To borrow a slogan from a famous television insurance advert, change happens. Few working in the refrigeration and air conditioning industry would doubt that the pace of change in the way we use refrigerants is increasing and to a large extent it is how we deal with this that is important.
The latest raft of F-Gas Regulations which came into effect in January this year position low GWP (Global Warming Potential) refrigerants at the heart of change in the industry. The phase out of high GWP refrigerants will alter the face of the industry and set new challenges for all who work with refrigerants.
How to manage this is a key element which will ultimately determine the success of the new regulations. The increased use of new and unfamiliar refrigerants will affect those working in all parts of the industry but undoubtedly the workforce that will feel the effects the most will be the engineers and contractors.
The legislation that came into force at the beginning of the year set the industry the task of reporting leaks based on CO2 equivalent calculations rather than kilograms. It also demanded follow-up checks from as early as 30 days to ensure that the work had been successful.
Legal log books
The regulations also require accurate F-Gas log books. Traditional methods of refrigerant reporting are time consuming and require a large paper trail. With this there is the added burden of endless filing and the risk of losing paper copies.

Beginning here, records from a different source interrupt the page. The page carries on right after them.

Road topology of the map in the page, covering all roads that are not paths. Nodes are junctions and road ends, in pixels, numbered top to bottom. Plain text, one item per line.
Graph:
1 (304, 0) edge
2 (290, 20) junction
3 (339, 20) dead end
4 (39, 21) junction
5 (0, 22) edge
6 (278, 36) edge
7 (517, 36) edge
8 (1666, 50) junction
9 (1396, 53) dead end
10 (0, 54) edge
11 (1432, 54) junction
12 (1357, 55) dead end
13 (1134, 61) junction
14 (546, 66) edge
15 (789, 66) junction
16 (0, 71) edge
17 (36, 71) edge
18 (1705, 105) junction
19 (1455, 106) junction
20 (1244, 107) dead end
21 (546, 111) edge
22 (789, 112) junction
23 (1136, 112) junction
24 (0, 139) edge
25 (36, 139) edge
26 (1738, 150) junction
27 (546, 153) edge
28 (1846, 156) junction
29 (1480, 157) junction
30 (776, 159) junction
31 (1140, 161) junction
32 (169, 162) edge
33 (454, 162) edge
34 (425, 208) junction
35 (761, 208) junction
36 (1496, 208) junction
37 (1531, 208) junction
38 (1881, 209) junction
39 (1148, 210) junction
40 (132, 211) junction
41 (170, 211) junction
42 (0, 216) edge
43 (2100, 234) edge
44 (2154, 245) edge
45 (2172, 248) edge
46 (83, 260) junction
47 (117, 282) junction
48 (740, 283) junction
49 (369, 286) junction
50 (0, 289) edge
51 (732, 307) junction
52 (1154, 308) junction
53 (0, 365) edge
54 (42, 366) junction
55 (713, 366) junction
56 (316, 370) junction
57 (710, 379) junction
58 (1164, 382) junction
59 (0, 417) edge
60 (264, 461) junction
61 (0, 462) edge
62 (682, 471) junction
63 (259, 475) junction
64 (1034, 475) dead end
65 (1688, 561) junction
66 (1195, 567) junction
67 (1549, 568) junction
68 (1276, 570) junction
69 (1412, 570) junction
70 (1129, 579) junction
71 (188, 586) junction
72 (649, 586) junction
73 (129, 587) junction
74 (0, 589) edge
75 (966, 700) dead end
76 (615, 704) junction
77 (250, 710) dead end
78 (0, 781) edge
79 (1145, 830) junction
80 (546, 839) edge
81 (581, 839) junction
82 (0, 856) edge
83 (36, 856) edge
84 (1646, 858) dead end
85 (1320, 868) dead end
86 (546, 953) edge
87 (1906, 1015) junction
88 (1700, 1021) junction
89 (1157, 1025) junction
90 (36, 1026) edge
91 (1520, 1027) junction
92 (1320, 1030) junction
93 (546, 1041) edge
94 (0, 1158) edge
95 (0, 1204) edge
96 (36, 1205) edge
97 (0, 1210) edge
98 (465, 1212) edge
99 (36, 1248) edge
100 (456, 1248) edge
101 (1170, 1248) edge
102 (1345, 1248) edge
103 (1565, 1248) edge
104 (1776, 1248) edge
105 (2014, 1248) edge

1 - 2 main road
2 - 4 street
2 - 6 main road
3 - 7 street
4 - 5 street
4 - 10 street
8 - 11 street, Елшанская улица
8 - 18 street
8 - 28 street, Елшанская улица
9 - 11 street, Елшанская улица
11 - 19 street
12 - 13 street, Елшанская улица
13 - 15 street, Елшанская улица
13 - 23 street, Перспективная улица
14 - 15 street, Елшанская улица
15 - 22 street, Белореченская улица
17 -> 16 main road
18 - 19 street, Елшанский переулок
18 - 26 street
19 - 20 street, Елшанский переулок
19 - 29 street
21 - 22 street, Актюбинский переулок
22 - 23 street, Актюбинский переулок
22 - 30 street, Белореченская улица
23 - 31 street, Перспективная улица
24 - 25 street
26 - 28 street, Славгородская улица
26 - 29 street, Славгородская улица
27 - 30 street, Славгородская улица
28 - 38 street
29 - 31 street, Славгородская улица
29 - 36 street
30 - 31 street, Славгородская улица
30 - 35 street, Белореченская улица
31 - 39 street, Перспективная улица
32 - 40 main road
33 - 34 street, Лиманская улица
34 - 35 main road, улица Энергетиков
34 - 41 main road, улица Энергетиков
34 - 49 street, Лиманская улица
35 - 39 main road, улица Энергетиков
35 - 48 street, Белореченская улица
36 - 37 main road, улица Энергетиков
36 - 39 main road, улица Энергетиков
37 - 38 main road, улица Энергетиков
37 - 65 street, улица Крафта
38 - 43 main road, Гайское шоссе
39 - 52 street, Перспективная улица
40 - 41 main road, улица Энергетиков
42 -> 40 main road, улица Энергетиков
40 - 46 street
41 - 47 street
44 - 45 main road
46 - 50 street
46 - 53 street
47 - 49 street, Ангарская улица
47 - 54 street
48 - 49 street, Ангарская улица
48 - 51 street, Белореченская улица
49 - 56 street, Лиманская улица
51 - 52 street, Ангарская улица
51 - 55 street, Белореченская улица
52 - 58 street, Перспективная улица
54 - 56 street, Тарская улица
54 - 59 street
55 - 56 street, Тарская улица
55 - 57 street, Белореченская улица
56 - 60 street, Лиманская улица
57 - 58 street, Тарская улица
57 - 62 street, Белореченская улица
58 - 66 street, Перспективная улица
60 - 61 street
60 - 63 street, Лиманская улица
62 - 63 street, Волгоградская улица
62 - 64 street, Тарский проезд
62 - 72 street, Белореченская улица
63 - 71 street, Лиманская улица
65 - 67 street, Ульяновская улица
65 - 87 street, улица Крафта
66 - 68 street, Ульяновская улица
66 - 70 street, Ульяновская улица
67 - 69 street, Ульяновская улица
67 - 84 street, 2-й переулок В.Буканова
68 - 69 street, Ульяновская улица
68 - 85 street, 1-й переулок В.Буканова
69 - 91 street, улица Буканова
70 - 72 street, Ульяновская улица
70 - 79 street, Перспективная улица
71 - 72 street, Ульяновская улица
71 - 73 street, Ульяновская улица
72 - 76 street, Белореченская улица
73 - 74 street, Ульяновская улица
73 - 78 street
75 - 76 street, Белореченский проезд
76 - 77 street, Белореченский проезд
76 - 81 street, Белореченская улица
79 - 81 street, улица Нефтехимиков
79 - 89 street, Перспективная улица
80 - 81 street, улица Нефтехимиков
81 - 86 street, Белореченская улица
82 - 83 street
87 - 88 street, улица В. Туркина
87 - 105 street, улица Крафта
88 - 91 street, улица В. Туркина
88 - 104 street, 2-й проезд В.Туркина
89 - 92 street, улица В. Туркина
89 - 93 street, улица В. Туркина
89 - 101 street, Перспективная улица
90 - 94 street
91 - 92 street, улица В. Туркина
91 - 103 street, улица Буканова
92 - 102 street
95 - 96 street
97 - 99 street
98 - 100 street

So I am sure you will agree that any method that cuts down on the use of paper and provides accurate reports is welcome, especially if this lessens the impact on the environment. But with the industry largely relying on manual logs, any alternative has to fully fit the needs of the user without making the job more complicated.
The only way of achieving this is to ask those working in the industry what they need to help them. This is what A-Gas did. We undertook extensive research at many levels of the industry to find out exactly what was needed to replace the old style paper-based system and provide something that was more efficient and able to meet the changing needs of the refrigeration industry.
They wanted a tool with a built-in barcode scanner that would gather accurate information in an instant. They wanted the ability to analyse performance when they needed it to meet the needs of F-Gas compliance and ensure end user customer satisfaction. The devil is in the detail with leak detection and to have a handy piece of kit which can make this simple to understand was the clear message we were receiving.
Engineers wanted access to information at their fingertips. They wanted reports on what work had been carried out on a make or model of equipment to the type and the quantity of the refrigerant used at a specific site.
Tracking and tracing
The industry is beginning to recognise that the ability to track refrigerant usage by the cylinder, equipment and the customer is becoming a necessity – and if you can achieve this online, so much the better. That’s why A-Gas has launched Gas-Trak Online™ (GTO), an F-Gas reporting and cylinder-tracking tool, designed to make leak detecting and refrigerant management easier. Free to download on smartphones and tablets, this app comes complete with the key features needed to help users comply with the complex issues presented by the F-Gas Regulations.
We quickly understood that if you could do this work without the need for Internet access it would make the job even easier. The ability to log all your refrigerant use in the app and summarise the data in a unique online F-Gas log-book was a quick way to store the required information. The app had to be fast and efficient and able to be used on the move, while storing cylinder and asset data from a range of different suppliers.
Be quicker and more efficient
Be sure that the latest F-Gas Regulations are only the beginning of a series of major changes to affect our industry. A more holistic approach in how we use and work with refrigerants is emerging around the world. Information at the touch of a button for those working at the sharp end will become increasingly valuable to determine the way we manage this.